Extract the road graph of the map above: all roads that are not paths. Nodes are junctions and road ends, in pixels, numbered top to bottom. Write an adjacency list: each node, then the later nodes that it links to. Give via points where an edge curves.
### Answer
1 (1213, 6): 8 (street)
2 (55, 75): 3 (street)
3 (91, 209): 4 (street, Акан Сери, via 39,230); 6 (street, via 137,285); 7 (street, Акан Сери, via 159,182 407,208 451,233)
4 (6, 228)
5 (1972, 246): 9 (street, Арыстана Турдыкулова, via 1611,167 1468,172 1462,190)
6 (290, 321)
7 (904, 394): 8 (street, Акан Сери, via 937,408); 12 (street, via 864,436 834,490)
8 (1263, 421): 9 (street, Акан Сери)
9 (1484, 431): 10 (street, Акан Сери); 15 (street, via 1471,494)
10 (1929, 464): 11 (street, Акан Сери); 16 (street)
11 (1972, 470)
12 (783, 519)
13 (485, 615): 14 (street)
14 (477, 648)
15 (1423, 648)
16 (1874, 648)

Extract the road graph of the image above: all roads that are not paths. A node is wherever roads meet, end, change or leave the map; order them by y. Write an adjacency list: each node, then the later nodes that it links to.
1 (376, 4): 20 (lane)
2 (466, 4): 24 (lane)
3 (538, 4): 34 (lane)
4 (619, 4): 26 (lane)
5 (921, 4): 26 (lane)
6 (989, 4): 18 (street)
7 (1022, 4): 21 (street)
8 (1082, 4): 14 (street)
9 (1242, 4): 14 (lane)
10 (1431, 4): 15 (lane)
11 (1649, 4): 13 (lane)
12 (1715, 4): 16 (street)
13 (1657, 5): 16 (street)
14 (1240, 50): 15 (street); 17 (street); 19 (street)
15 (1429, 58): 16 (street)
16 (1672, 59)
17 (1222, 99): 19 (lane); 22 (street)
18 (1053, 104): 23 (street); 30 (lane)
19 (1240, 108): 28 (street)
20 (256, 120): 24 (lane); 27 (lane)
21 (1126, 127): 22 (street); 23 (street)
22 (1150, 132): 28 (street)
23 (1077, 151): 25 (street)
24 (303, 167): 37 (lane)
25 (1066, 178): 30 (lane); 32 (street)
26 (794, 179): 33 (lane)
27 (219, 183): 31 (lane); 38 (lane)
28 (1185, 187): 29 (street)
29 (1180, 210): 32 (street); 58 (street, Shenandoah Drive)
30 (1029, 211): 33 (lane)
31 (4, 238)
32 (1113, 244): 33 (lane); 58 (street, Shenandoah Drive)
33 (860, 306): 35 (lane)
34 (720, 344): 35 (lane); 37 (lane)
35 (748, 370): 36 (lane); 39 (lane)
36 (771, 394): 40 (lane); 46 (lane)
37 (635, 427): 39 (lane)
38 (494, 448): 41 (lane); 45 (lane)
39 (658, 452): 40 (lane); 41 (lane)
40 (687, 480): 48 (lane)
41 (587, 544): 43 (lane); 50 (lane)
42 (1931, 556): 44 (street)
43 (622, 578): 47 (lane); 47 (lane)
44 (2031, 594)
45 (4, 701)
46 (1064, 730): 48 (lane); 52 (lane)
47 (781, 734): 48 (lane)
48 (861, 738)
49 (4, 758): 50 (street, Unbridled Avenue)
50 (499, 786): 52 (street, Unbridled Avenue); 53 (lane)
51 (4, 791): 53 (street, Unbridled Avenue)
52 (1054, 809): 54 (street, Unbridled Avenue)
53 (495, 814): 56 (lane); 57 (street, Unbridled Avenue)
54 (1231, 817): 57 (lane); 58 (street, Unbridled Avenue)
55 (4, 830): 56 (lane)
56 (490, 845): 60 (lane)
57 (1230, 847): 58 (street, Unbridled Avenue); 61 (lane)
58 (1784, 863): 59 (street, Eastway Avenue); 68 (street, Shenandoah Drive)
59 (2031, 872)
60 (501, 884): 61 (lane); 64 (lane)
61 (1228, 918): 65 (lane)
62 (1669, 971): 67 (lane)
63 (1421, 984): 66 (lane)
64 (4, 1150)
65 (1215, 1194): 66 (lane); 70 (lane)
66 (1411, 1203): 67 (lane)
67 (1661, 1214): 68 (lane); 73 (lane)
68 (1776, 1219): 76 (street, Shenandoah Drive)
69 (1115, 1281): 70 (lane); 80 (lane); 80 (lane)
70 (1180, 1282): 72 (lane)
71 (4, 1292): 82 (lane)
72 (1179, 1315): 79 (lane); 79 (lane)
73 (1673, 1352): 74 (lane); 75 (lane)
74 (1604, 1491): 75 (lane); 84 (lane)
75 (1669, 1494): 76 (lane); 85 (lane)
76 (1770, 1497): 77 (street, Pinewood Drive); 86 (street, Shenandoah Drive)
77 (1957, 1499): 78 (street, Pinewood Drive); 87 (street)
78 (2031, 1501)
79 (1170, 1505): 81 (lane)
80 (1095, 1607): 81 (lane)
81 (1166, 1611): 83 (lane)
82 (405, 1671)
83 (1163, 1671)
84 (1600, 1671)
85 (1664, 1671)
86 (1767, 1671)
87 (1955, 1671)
= = = = =
## [Problem description]
Would you restate the entries word for word, omitting none?

## [Solution]
Extract the road graph of the map above: all roads that are not paths. Nodes are junctions and road ends, in pixels, numbered top to bottom. Write an adjacency list: each node, then the later nodes that it links to. Give via points where an edge curves.
### Answer
1 (1213, 6): 8 (street)
2 (55, 75): 3 (street)
3 (91, 209): 4 (street, Акан Сери, via 39,230); 6 (street, via 137,285); 7 (street, Акан Сери, via 159,182 407,208 451,233)
4 (6, 228)
5 (1972, 246): 9 (street, Арыстана Турдыкулова, via 1611,167 1468,172 1462,190)
6 (290, 321)
7 (904, 394): 8 (street, Акан Сери, via 937,408); 12 (street, via 864,436 834,490)
8 (1263, 421): 9 (street, Акан Сери)
9 (1484, 431): 10 (street, Акан Сери); 15 (street, via 1471,494)
10 (1929, 464): 11 (street, Акан Сери); 16 (street)
11 (1972, 470)
12 (783, 519)
13 (485, 615): 14 (street)
14 (477, 648)
15 (1423, 648)
16 (1874, 648)

Extract the road graph of the image above: all roads that are not paths. A node is wherever roads meet, end, change or leave the map; order them by y. Write an adjacency list: each node, then the later nodes that it links to.
1 (376, 4): 20 (lane)
2 (466, 4): 24 (lane)
3 (538, 4): 34 (lane)
4 (619, 4): 26 (lane)
5 (921, 4): 26 (lane)
6 (989, 4): 18 (street)
7 (1022, 4): 21 (street)
8 (1082, 4): 14 (street)
9 (1242, 4): 14 (lane)
10 (1431, 4): 15 (lane)
11 (1649, 4): 13 (lane)
12 (1715, 4): 16 (street)
13 (1657, 5): 16 (street)
14 (1240, 50): 15 (street); 17 (street); 19 (street)
15 (1429, 58): 16 (street)
16 (1672, 59)
17 (1222, 99): 19 (lane); 22 (street)
18 (1053, 104): 23 (street); 30 (lane)
19 (1240, 108): 28 (street)
20 (256, 120): 24 (lane); 27 (lane)
21 (1126, 127): 22 (street); 23 (street)
22 (1150, 132): 28 (street)
23 (1077, 151): 25 (street)
24 (303, 167): 37 (lane)
25 (1066, 178): 30 (lane); 32 (street)
26 (794, 179): 33 (lane)
27 (219, 183): 31 (lane); 38 (lane)
28 (1185, 187): 29 (street)
29 (1180, 210): 32 (street); 58 (street, Shenandoah Drive)
30 (1029, 211): 33 (lane)
31 (4, 238)
32 (1113, 244): 33 (lane); 58 (street, Shenandoah Drive)
33 (860, 306): 35 (lane)
34 (720, 344): 35 (lane); 37 (lane)
35 (748, 370): 36 (lane); 39 (lane)
36 (771, 394): 40 (lane); 46 (lane)
37 (635, 427): 39 (lane)
38 (494, 448): 41 (lane); 45 (lane)
39 (658, 452): 40 (lane); 41 (lane)
40 (687, 480): 48 (lane)
41 (587, 544): 43 (lane); 50 (lane)
42 (1931, 556): 44 (street)
43 (622, 578): 47 (lane); 47 (lane)
44 (2031, 594)
45 (4, 701)
46 (1064, 730): 48 (lane); 52 (lane)
47 (781, 734): 48 (lane)
48 (861, 738)
49 (4, 758): 50 (street, Unbridled Avenue)
50 (499, 786): 52 (street, Unbridled Avenue); 53 (lane)
51 (4, 791): 53 (street, Unbridled Avenue)
52 (1054, 809): 54 (street, Unbridled Avenue)
53 (495, 814): 56 (lane); 57 (street, Unbridled Avenue)
54 (1231, 817): 57 (lane); 58 (street, Unbridled Avenue)
55 (4, 830): 56 (lane)
56 (490, 845): 60 (lane)
57 (1230, 847): 58 (street, Unbridled Avenue); 61 (lane)
58 (1784, 863): 59 (street, Eastway Avenue); 68 (street, Shenandoah Drive)
59 (2031, 872)
60 (501, 884): 61 (lane); 64 (lane)
61 (1228, 918): 65 (lane)
62 (1669, 971): 67 (lane)
63 (1421, 984): 66 (lane)
64 (4, 1150)
65 (1215, 1194): 66 (lane); 70 (lane)
66 (1411, 1203): 67 (lane)
67 (1661, 1214): 68 (lane); 73 (lane)
68 (1776, 1219): 76 (street, Shenandoah Drive)
69 (1115, 1281): 70 (lane); 80 (lane); 80 (lane)
70 (1180, 1282): 72 (lane)
71 (4, 1292): 82 (lane)
72 (1179, 1315): 79 (lane); 79 (lane)
73 (1673, 1352): 74 (lane); 75 (lane)
74 (1604, 1491): 75 (lane); 84 (lane)
75 (1669, 1494): 76 (lane); 85 (lane)
76 (1770, 1497): 77 (street, Pinewood Drive); 86 (street, Shenandoah Drive)
77 (1957, 1499): 78 (street, Pinewood Drive); 87 (street)
78 (2031, 1501)
79 (1170, 1505): 81 (lane)
80 (1095, 1607): 81 (lane)
81 (1166, 1611): 83 (lane)
82 (405, 1671)
83 (1163, 1671)
84 (1600, 1671)
85 (1664, 1671)
86 (1767, 1671)
87 (1955, 1671)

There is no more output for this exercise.